Stored data
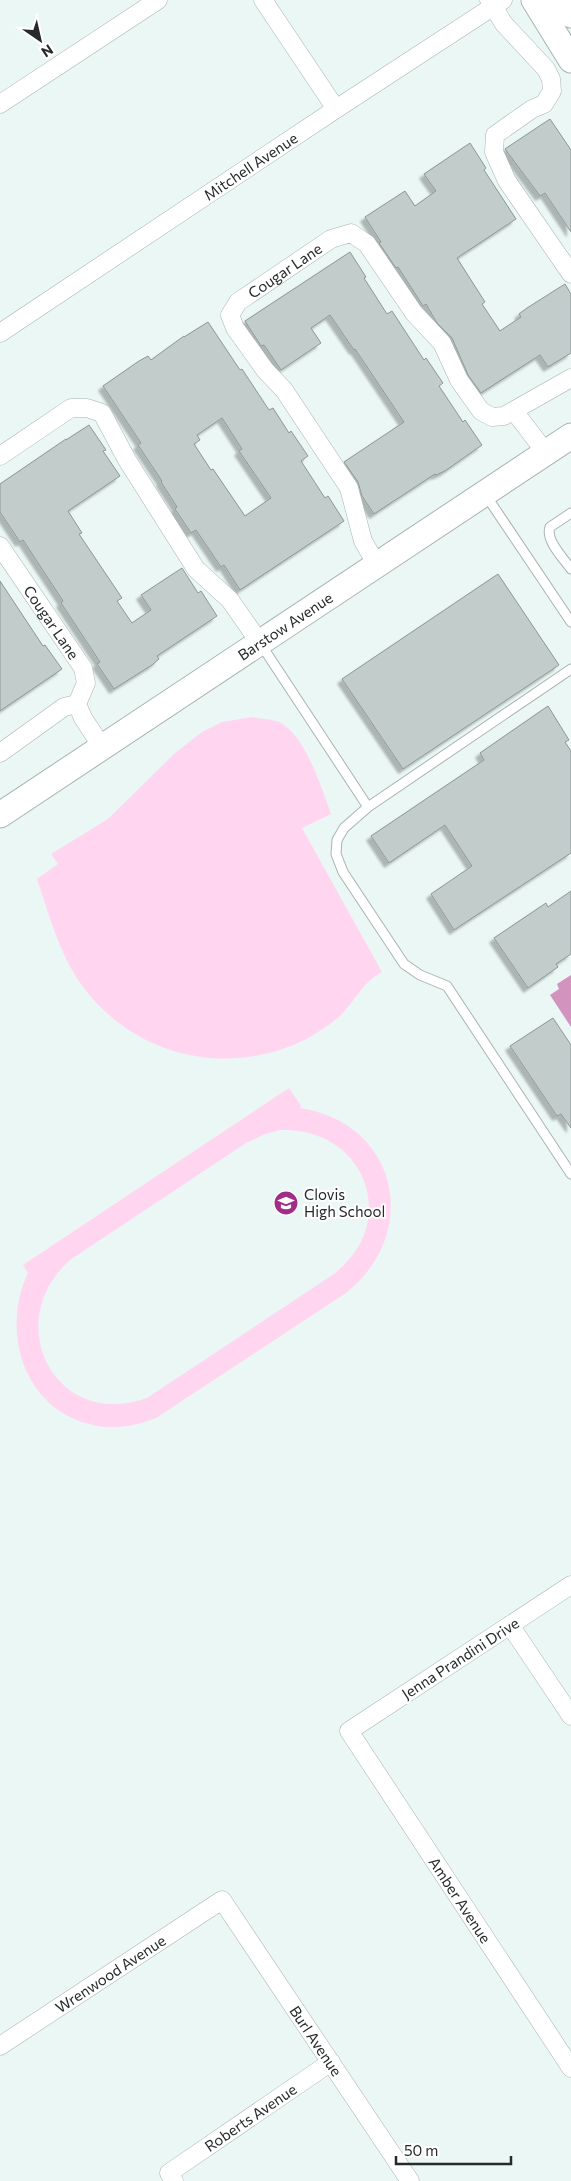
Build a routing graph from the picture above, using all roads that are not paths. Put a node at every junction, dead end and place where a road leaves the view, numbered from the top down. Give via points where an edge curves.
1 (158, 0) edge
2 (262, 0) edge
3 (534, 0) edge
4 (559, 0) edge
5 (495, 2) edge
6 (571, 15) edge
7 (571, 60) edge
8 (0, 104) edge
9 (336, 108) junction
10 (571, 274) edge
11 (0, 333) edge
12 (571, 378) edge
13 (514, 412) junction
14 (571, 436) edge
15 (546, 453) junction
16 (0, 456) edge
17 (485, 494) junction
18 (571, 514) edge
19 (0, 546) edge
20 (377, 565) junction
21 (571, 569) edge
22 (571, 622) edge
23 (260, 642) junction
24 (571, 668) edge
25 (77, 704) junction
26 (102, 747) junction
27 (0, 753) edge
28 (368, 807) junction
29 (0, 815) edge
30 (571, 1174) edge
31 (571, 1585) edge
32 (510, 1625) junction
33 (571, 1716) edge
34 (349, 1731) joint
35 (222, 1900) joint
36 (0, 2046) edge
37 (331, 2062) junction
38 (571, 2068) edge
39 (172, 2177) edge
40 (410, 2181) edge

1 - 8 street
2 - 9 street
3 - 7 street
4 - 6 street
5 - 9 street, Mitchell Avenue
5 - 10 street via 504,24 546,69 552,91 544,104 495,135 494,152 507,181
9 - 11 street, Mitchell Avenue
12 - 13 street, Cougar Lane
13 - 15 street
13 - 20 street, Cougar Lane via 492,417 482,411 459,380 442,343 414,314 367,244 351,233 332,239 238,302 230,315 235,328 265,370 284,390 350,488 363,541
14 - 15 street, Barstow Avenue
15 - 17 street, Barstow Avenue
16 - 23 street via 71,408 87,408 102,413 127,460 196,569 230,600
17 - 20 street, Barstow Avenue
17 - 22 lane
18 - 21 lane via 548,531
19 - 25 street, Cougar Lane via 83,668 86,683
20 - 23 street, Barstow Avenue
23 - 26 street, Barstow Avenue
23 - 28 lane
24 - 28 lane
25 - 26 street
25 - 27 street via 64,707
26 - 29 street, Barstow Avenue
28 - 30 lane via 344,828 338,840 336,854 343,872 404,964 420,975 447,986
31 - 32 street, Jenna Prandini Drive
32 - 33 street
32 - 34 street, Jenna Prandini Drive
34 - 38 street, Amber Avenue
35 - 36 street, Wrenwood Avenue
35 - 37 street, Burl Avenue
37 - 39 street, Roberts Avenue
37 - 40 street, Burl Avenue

### What the task asks
Copy each line above that contains the string "Mitchell".

### Task output
5 - 9 street, Mitchell Avenue
9 - 11 street, Mitchell Avenue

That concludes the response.